── Input records

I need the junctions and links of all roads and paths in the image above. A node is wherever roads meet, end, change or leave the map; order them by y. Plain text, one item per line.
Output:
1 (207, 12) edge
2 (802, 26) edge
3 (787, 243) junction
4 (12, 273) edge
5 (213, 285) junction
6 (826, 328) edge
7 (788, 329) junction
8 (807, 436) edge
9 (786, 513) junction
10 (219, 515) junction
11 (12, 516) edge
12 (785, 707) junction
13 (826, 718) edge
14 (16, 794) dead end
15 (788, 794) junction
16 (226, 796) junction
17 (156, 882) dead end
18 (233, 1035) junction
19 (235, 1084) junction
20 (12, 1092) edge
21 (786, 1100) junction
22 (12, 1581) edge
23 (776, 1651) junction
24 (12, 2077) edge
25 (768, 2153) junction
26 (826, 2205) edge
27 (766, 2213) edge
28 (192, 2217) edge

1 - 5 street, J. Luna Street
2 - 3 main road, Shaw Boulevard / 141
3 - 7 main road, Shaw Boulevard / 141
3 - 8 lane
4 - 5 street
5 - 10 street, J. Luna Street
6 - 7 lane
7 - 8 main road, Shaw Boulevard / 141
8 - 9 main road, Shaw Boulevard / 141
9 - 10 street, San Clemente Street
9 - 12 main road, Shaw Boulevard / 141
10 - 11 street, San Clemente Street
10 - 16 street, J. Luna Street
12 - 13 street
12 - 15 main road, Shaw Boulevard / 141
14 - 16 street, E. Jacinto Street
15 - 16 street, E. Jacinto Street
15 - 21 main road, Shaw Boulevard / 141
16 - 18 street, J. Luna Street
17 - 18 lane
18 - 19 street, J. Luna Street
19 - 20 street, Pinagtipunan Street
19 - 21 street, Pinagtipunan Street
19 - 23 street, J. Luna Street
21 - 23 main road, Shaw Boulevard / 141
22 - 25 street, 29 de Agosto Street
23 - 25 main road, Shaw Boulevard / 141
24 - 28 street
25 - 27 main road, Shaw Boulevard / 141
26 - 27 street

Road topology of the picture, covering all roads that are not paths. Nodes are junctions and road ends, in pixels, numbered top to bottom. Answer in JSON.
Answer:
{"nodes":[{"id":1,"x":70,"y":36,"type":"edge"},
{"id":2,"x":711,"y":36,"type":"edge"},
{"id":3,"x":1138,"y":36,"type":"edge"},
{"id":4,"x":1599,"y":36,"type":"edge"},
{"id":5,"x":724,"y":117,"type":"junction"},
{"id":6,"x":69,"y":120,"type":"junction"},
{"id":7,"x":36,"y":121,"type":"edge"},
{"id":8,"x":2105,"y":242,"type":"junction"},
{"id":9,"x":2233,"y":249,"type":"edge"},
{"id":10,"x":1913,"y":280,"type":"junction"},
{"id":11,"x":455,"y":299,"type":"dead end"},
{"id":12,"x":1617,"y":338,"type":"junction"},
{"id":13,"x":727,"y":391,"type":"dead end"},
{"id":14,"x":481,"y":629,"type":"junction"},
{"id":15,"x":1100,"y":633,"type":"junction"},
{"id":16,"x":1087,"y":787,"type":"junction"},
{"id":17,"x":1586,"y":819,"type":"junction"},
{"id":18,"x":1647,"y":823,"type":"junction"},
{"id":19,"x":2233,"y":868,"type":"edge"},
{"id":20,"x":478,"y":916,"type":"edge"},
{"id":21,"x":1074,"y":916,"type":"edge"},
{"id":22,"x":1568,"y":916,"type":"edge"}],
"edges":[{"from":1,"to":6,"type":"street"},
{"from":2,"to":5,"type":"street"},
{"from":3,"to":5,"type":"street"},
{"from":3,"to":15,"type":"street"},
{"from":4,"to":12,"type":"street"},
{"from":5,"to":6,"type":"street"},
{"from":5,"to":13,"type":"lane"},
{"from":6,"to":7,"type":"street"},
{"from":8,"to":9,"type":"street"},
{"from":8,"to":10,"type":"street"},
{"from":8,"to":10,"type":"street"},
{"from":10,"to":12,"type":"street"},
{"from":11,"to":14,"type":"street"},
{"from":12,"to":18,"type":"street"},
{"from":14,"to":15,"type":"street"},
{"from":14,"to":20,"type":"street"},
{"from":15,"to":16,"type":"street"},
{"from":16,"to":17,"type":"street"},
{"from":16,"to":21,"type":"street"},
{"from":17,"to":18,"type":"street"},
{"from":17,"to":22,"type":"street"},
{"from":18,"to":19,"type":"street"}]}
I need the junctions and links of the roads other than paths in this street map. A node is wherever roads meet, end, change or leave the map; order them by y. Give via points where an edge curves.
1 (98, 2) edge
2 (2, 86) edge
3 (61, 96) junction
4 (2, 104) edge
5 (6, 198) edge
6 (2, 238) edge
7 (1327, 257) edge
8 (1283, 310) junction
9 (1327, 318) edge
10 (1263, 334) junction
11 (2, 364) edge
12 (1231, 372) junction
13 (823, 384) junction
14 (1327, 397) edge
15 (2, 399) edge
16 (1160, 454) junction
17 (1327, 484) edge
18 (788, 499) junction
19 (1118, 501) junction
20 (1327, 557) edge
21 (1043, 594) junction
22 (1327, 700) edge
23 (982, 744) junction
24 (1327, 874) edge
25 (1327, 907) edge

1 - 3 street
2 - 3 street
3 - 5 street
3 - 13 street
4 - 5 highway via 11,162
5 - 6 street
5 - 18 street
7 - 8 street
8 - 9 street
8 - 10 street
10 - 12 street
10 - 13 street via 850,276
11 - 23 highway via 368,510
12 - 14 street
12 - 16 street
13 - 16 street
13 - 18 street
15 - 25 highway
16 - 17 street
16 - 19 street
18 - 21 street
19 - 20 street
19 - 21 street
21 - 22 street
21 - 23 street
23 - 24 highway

────

Extract all lines from the material above that include the word "Jacinto".

**Problem solution**
14 - 16 street, E. Jacinto Street
15 - 16 street, E. Jacinto Street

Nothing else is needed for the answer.